- **WORK REQUEST**
From the entries below, copy out all lines holding "ЭНГЕЛЬСА".

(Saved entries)
********

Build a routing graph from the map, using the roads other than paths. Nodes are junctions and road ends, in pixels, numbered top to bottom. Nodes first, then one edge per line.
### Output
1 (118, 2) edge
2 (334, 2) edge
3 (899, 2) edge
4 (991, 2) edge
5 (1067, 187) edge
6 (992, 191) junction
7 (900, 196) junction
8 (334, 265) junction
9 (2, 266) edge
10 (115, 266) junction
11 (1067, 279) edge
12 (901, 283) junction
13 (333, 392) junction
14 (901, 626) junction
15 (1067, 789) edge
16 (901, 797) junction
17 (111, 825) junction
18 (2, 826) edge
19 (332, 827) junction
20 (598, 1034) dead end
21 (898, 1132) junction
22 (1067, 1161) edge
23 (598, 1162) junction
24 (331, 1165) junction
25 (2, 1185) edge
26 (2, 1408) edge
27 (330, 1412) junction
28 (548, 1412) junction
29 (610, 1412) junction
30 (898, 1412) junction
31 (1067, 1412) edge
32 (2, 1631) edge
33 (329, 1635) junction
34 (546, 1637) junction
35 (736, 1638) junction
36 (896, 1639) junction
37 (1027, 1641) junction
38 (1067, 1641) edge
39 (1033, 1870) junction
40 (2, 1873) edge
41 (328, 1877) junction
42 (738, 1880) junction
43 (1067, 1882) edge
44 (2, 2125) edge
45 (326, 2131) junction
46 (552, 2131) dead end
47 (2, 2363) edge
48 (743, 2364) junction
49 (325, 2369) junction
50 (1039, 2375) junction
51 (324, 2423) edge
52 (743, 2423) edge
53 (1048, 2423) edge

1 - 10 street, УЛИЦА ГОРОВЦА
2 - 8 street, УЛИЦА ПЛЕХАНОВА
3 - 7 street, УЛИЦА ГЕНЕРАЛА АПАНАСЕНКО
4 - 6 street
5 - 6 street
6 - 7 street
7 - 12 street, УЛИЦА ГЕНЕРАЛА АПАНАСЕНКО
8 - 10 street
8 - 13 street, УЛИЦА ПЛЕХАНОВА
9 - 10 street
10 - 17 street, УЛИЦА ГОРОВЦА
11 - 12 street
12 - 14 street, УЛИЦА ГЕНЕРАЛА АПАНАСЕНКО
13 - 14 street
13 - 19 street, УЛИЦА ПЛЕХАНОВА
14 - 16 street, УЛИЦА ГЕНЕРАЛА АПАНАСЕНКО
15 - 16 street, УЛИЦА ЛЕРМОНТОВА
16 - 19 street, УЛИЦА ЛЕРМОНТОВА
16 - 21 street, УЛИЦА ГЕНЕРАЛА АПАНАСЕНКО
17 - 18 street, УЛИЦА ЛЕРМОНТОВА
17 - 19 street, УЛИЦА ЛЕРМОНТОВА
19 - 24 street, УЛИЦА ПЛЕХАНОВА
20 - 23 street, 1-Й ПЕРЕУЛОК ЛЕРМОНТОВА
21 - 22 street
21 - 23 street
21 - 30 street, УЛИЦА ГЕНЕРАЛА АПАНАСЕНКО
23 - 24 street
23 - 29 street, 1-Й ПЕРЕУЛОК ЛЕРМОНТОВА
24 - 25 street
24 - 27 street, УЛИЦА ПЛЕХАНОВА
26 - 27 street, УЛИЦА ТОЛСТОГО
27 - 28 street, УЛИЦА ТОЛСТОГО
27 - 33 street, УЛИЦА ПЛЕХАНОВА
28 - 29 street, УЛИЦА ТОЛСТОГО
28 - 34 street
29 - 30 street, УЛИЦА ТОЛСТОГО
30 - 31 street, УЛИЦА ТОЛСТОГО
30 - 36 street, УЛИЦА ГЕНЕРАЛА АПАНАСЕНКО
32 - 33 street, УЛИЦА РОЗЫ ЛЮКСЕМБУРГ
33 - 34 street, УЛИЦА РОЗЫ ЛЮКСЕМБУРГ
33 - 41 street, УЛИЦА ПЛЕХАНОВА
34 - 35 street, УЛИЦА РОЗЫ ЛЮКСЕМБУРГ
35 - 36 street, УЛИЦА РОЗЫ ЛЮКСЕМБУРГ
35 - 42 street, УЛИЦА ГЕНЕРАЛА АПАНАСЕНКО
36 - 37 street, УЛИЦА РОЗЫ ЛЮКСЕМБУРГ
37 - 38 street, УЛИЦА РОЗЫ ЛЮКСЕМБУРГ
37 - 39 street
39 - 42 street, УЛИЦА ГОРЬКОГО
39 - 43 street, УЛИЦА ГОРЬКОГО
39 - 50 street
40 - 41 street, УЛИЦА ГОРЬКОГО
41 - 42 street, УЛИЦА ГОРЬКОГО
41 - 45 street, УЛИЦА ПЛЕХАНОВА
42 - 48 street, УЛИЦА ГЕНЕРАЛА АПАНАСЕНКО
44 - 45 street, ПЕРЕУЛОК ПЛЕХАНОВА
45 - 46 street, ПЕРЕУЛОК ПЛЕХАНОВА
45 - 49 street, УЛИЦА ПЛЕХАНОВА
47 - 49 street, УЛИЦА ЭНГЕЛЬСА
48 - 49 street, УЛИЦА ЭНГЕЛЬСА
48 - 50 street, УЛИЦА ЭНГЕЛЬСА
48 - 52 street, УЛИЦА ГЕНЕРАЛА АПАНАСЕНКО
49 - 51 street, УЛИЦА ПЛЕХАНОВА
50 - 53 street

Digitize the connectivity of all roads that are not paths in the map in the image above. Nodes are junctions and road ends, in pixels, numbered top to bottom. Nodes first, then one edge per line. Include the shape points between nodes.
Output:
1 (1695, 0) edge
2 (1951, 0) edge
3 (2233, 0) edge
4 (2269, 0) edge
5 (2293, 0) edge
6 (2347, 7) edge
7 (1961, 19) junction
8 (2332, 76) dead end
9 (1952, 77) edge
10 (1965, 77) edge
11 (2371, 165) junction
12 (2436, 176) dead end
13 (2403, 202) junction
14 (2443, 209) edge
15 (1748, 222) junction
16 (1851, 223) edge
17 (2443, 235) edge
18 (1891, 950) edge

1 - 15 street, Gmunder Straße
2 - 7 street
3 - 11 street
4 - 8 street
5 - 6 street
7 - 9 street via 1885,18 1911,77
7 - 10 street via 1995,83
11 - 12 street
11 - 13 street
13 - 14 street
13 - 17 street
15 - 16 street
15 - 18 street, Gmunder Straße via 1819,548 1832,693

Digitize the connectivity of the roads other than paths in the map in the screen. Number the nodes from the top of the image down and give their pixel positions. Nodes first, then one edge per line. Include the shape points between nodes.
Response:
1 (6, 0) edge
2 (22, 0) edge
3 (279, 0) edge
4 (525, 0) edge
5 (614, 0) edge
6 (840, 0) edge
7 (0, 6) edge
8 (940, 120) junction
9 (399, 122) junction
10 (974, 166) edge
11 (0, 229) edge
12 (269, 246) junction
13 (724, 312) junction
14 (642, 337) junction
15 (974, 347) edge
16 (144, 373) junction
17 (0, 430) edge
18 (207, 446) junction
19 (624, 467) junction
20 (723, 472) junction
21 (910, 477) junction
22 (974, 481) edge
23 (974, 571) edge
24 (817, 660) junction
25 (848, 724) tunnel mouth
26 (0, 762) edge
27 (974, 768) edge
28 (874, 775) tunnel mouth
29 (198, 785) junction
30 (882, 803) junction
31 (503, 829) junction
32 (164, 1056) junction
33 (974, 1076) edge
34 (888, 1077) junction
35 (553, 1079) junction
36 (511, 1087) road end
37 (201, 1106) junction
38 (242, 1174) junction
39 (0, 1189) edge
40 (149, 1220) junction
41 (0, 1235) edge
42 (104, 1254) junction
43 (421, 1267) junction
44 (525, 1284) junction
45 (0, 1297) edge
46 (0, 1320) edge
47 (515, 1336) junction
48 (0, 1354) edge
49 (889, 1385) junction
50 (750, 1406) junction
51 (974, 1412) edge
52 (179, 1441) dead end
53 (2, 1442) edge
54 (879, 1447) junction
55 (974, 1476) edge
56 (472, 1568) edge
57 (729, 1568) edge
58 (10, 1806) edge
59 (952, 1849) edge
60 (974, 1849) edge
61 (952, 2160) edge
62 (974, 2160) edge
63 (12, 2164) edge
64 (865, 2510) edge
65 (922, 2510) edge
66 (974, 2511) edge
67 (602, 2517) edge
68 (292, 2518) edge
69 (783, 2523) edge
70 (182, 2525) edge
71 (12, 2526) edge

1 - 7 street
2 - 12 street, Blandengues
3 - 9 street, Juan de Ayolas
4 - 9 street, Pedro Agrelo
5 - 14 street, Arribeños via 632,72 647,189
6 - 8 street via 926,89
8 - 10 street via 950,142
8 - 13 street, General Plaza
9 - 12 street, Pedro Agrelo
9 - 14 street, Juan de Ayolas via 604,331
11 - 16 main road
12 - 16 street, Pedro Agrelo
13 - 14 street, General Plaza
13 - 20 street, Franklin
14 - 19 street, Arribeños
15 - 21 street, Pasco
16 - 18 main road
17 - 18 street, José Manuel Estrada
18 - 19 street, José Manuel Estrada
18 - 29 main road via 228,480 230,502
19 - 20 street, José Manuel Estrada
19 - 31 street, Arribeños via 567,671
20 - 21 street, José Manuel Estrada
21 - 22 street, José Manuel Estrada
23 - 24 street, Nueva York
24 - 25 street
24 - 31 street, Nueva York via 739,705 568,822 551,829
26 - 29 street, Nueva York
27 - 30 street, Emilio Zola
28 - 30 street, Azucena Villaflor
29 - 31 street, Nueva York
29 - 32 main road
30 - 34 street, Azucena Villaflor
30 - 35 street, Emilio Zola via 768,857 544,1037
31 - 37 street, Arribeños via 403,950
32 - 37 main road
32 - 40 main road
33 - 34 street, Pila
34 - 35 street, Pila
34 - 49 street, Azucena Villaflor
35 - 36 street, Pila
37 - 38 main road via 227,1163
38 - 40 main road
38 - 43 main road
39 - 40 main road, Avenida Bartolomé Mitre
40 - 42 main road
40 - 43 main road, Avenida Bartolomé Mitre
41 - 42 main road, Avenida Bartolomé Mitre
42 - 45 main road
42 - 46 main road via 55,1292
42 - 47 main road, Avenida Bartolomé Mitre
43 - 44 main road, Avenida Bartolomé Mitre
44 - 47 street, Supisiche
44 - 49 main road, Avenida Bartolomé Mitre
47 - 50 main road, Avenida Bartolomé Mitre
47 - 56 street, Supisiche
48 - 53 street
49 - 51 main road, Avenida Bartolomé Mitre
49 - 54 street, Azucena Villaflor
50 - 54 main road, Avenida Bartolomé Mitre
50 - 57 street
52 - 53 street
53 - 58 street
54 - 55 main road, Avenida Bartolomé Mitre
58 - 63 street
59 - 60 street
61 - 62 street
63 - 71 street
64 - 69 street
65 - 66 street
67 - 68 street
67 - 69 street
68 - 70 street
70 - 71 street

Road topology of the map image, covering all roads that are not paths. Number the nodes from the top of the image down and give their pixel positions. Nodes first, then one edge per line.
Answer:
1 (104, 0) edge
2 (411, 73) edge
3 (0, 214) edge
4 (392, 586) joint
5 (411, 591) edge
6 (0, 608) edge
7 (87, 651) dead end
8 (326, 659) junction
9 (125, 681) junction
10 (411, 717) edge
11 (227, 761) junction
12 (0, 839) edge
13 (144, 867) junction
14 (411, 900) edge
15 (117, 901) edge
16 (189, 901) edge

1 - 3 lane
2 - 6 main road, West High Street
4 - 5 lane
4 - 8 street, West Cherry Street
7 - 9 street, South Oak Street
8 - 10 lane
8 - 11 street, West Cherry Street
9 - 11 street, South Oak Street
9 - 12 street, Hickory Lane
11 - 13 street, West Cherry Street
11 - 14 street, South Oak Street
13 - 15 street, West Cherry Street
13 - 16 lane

********

- **RESULT FOR THIS EXERCISE**
47 - 49 street, УЛИЦА ЭНГЕЛЬСА
48 - 49 street, УЛИЦА ЭНГЕЛЬСА
48 - 50 street, УЛИЦА ЭНГЕЛЬСА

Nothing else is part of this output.